4. 手术决策参考:对于符合手术指征的单侧MACS患者(如肿瘤较大、进展快、合并严重代谢并发症),除评估心肺耐受性外,也应将骨骼状况作为围术期管理重点。术后仍需继续监测骨代谢指标,部分患者可能仍需长期药物干预。
5. 多学科协作:鼓励内分泌科、泌尿外科/普外科、放射科和骨质疏松专科之间的沟通协作,确保患者在整个诊疗过程中获得连贯、系统的照护。
七、研究局限性与未来方向
当然,我们也应客观看待该研究的局限性。纳入研究多为横断面设计,因果推断能力有限;部分关键数据(如BTMs、HR-pQCT)样本量小,结论有待验证;缺乏按性别、绝经状态、肿瘤大小等细分人群的亚组分析。出版偏倚的存在提示可能存在一些阴性结果未被发表。
未来需开展前瞻性队列研究,追踪MACS患者长期骨骼结局,探索更优的生物标志物组合,并评估不同治疗策略(手术 vs 药物保守治疗)对骨折风险的实际影响。
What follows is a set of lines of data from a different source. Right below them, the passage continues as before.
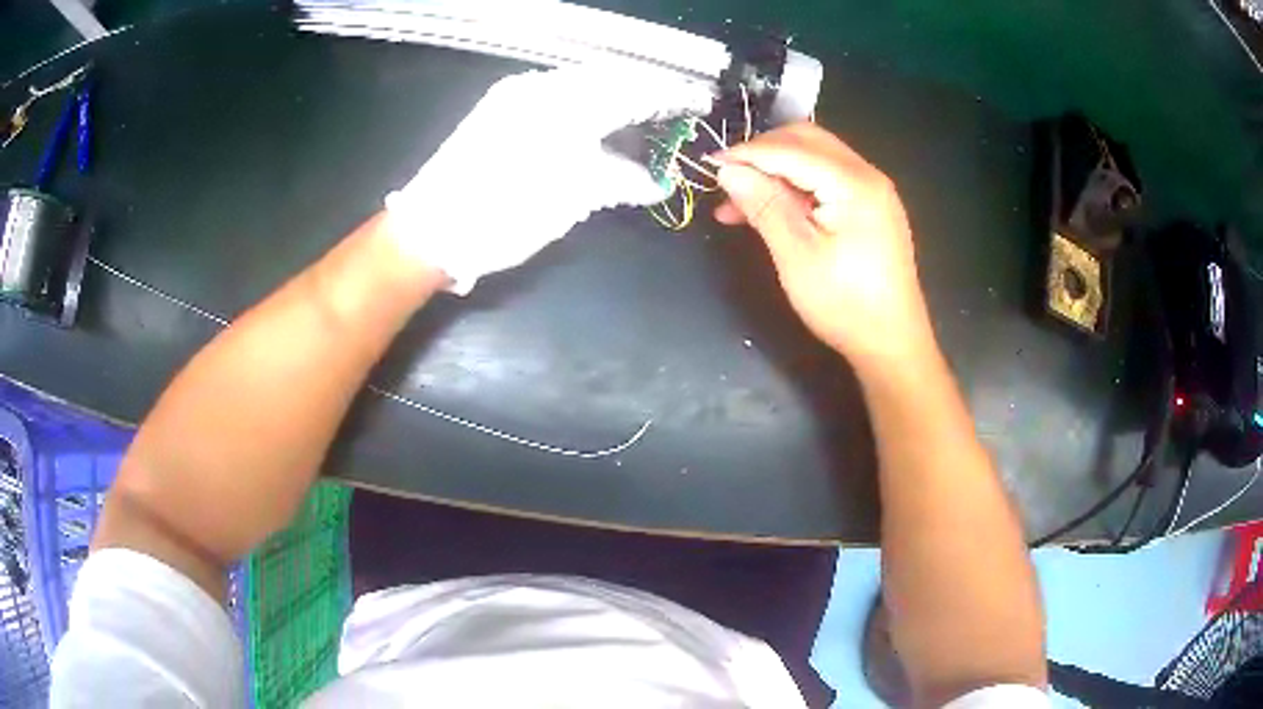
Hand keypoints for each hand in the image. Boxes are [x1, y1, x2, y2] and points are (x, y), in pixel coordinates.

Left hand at [386, 67, 712, 293]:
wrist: (430, 230)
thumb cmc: (504, 215)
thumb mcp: (571, 198)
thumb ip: (620, 179)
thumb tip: (655, 180)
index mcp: (563, 103)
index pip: (631, 88)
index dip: (668, 95)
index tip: (697, 101)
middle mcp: (540, 86)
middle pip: (608, 77)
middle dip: (644, 90)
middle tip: (672, 109)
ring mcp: (515, 94)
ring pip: (580, 82)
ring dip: (615, 94)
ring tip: (642, 113)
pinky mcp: (499, 107)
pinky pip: (555, 92)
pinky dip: (585, 101)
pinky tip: (596, 117)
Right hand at [714, 123, 935, 372]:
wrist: (892, 344)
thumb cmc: (845, 304)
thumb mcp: (797, 255)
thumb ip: (764, 205)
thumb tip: (728, 170)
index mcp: (853, 183)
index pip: (791, 149)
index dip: (747, 152)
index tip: (709, 164)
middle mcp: (867, 175)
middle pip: (807, 141)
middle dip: (763, 153)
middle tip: (728, 180)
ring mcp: (872, 191)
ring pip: (814, 159)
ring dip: (776, 171)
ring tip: (739, 202)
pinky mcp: (870, 208)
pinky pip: (826, 181)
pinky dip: (795, 187)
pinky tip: (770, 211)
也有必要在中国人群中验证这些国际研究结果是否适用,因为种族、饮食习惯和医疗模式可能存在差异。
八、结论
总而言之,这篇系统综述为我们敲响了警钟:肾上腺腺瘤伴轻度皮质醇自主分泌并非“良性旁观者”,而是潜藏的骨骼健康威胁者。它促使我们在临床工作中转变观念——不再满足于“没有典型症状就是安全”的思维定式,而是主动出击,系统筛查、科学评估、及时干预。
分享这项研究成果的目的,在于希望每一位接诊肾上腺病变患者的同仁都能记住:每一次影像报告上的“肾上腺结节”,都可能是通往骨质疏松和骨折风险的大门。唯有提高警觉、规范评估,才能真正实现早发现、早预防、早治疗,守护患者的骨骼健康。
参考文献:
[1] Pal R, Banerjee M, Prasad TN, et al. Fracture risk and bone health in adrenal adenomas with mild autonomous cortisol secretion/subclinical hypercortisolism: a systematic review, meta-analysis and meta-regression. J Bone Miner Res. 2024;39(7):885-897.